Let $$X=\{X\in C[0,1]\}$$: $$f(1/2)=0$$, with the induced norm by $$C[0,1]$$ and the functional $$\varphi:X\rightarrow\mathbb{K}$$ defined by:

$$\varphi(f)=\int_0^1f(t)dt\;\;\forall f\in X$$

Prove that $$\varphi$$ is continuous.

I have made the following: $$||\varphi(f)||=|\int_0^1f(t)dt|\leq \int_0^1|f(t)|dt\leq 1 ||f||_\infty$$.

Now, that relation is valid for all $$f\in C[0,1]$$ such as $$||f||_\infty=1$$. This proves that the operator is bounded in the unit ball so it's continuous.

The problem with this exercise is that I have not made use of $$f(1/2)=0$$ so I assume my solution is wrong at some point. Any idea?

• Side note: $\Vert$ $\Vert$ renders more nicely than $||$ $||$ for norms. – Martin R Nov 2 '19 at 7:58

Your calculation $$\Vert \varphi(f)\Vert =|\int_0^1f(t)dt|\leq \int_0^1|f(t)|dt\leq 1 \Vert f\Vert _\infty$$ is correct. It shows that $$\varphi$$ is continuous on $$C[0,1]$$. As a consequence, $$\varphi$$ is continuous on the subspace $$X$$ of $$C[0,1]$$ and its norm (as a linear functional on $$X$$) is at most one.
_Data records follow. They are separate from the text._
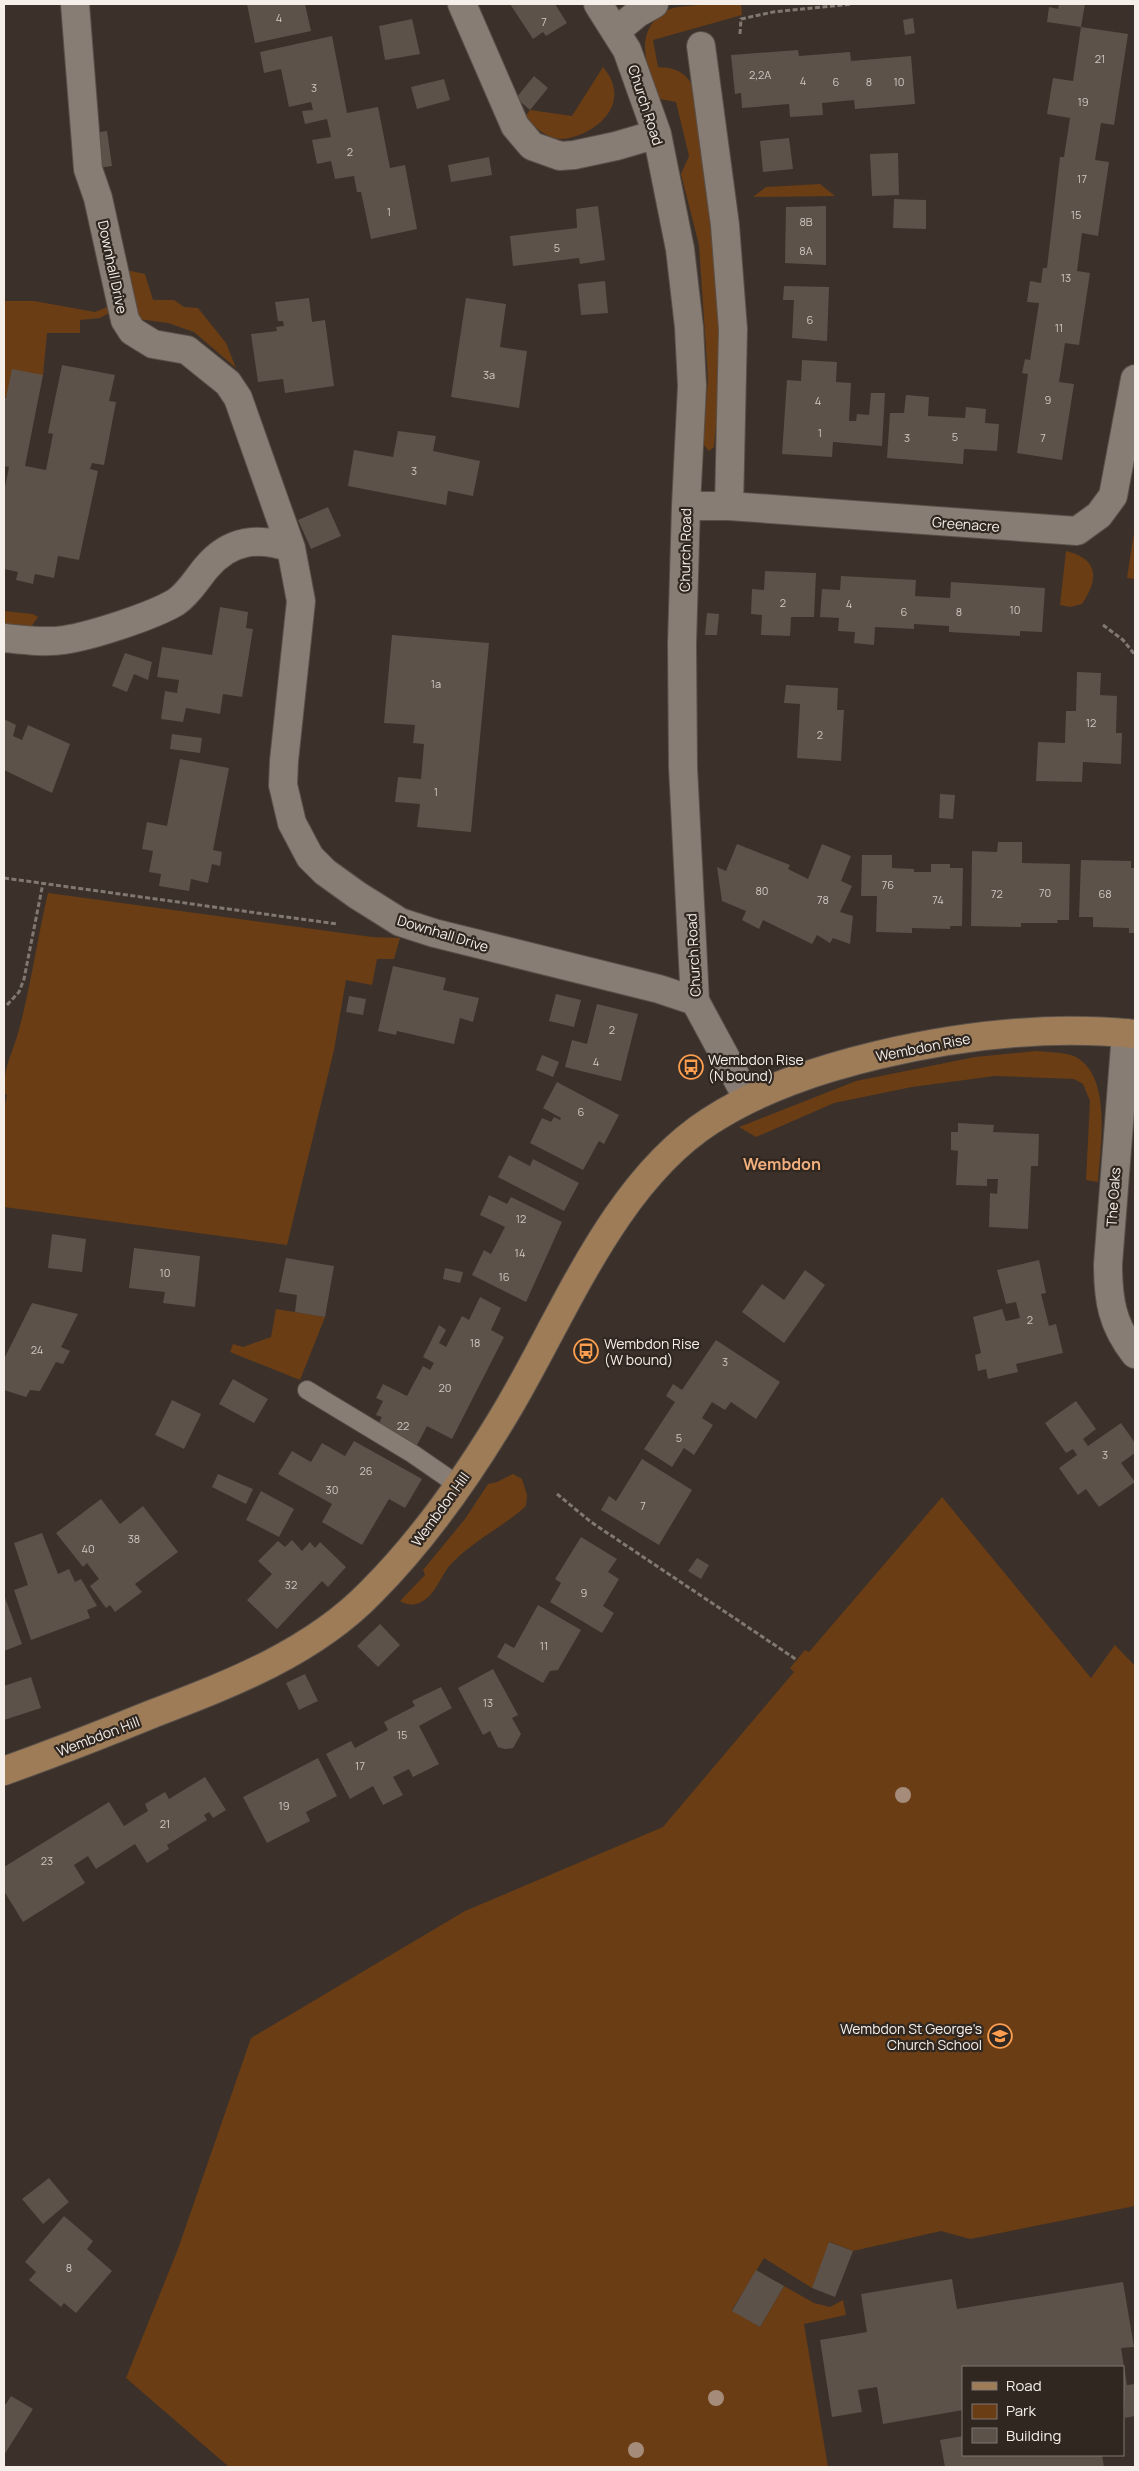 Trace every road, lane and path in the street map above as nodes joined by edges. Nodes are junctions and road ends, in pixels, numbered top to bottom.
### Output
1 (75, 4) edge
2 (462, 4) edge
3 (598, 4) edge
4 (654, 4) edge
5 (852, 4) edge
6 (616, 31) junction
7 (740, 34) dead end
8 (700, 46) dead end
9 (658, 134) junction
10 (1135, 379) edge
11 (686, 506) junction
12 (729, 506) junction
13 (291, 548) junction
14 (1102, 624) dead end
15 (4, 638) edge
16 (1135, 655) edge
17 (4, 878) edge
18 (43, 883) junction
19 (338, 924) dead end
20 (695, 1001) junction
21 (7, 1005) dead end
22 (1130, 1033) edge
23 (748, 1099) junction
24 (1135, 1354) edge
25 (308, 1390) dead end
26 (458, 1485) junction
27 (557, 1494) dead end
28 (797, 1660) dead end
29 (4, 1771) edge

1 - 13 street, Downhall Drive
2 - 9 street
3 - 6 street, Church Road
4 - 6 street
5 - 7 path
6 - 9 street, Church Road
8 - 12 street
9 - 11 street, Church Road
10 - 12 street, Greenacre
11 - 12 street, Greenacre
11 - 20 street, Church Road
13 - 15 street
13 - 20 street, Downhall Drive
14 - 16 path
17 - 18 path
18 - 19 path
18 - 21 path
20 - 23 street, Church Road
22 - 23 main road, Wembdon Rise
22 - 24 street, The Oaks
23 - 26 main road, Wembdon Hill
25 - 26 lane
26 - 29 main road, Wembdon Hill
27 - 28 path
The condition $$f(\frac 12) = 0$$ must be considered when computing the exact norm. Try to think of functions which are constant apart from a narrow spike to satisfy $$f(\frac 12) = 0$$.

Computing the norm of $$\phi$$: let $$f_n(x)=1$$ for $$|x-\frac 1 2| >\frac 1 n$$ and $$n|x-\frac 1 2|$$ for $$|x-\frac 1 2 |\leq \frac 1n$$. Then $$f_n \in X$$, $$\|f_n\|=1$$ for all $$n$$ and $$\phi (f_n) =1-\frac 1 n \to 1$$. Hence $$\|\phi\|=1$$.